Given data: Begin

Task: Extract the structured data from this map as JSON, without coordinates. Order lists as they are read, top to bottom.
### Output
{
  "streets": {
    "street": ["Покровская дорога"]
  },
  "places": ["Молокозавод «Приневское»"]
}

Given data: End
Given data: Begin

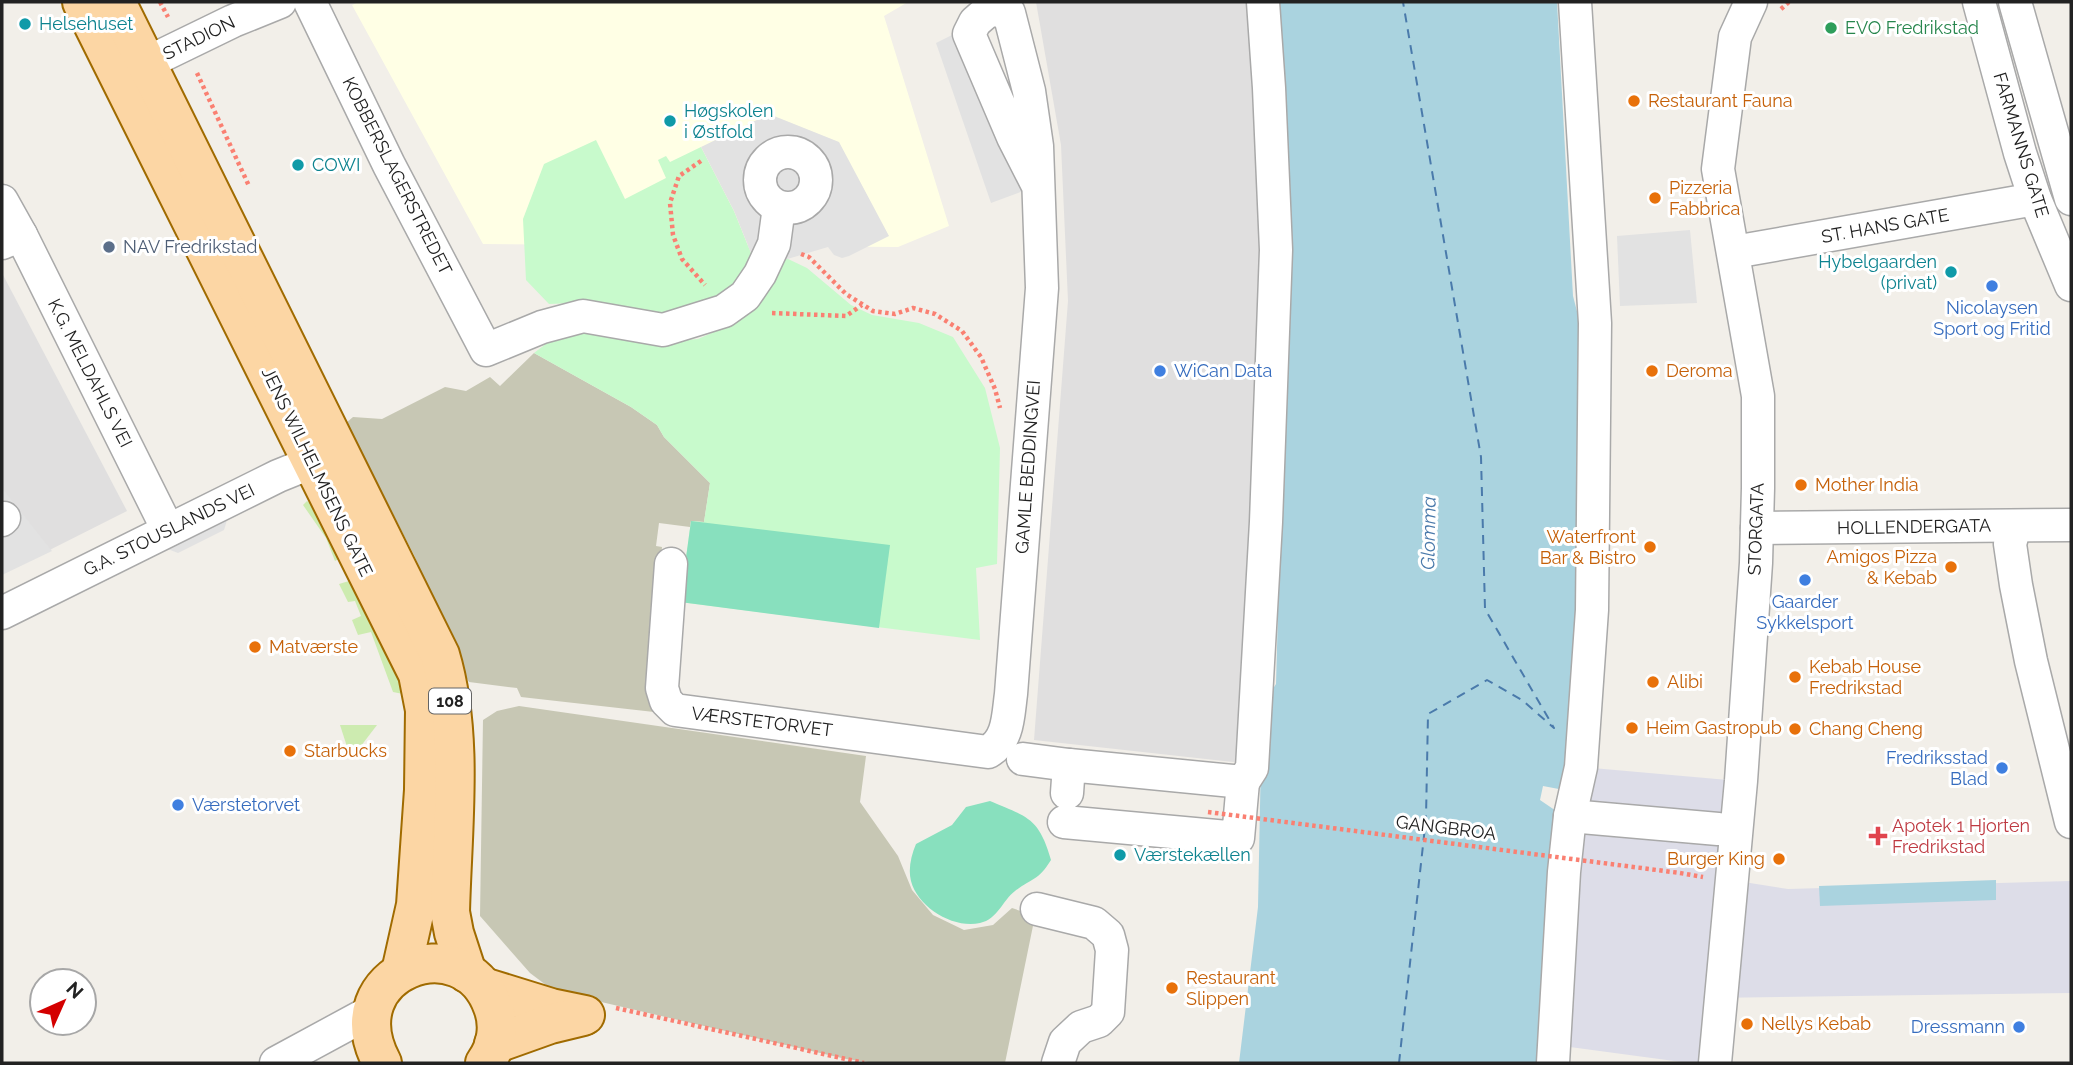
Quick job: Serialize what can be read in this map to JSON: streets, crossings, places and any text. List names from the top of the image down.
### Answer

Given data: End
Given data: Begin

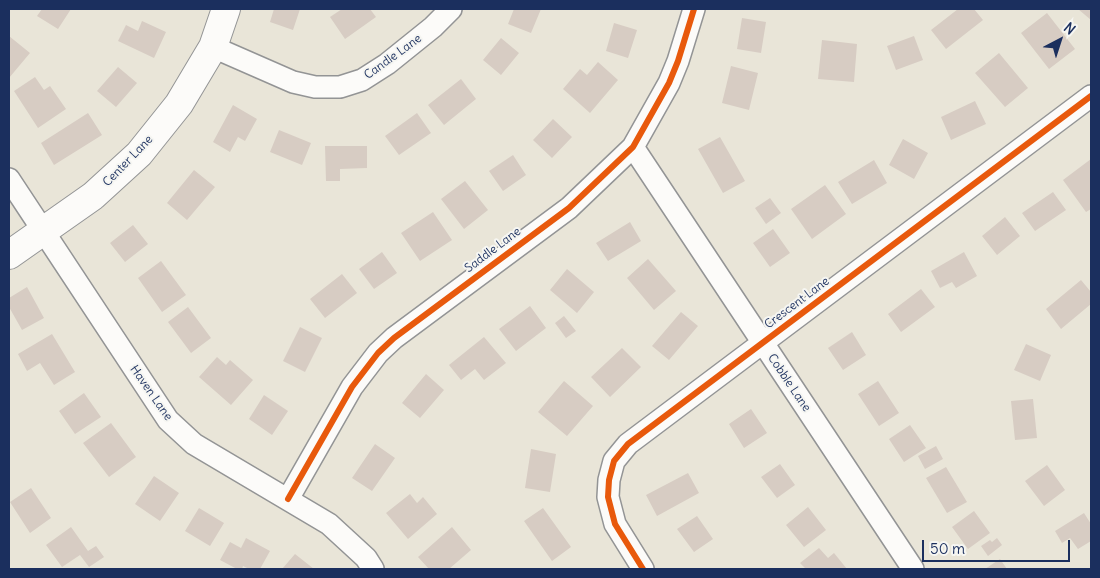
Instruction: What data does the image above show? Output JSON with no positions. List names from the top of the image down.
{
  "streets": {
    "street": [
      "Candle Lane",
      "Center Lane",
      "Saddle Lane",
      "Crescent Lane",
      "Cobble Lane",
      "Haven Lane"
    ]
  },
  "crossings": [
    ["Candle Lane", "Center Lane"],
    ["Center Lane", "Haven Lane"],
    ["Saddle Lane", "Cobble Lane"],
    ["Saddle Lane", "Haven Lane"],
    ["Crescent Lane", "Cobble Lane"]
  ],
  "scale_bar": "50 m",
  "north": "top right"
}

Given data: End

• _Work task_: Filter the records above and copy every line that contains the word "this".

• _Solution below_:
Task: Extract the structured data from this map as JSON, without coordinates. Order lists as they are read, top to bottom.
Quick job: Serialize what can be read in this map to JSON: streets, crossings, places and any text. List names from the top of the image down.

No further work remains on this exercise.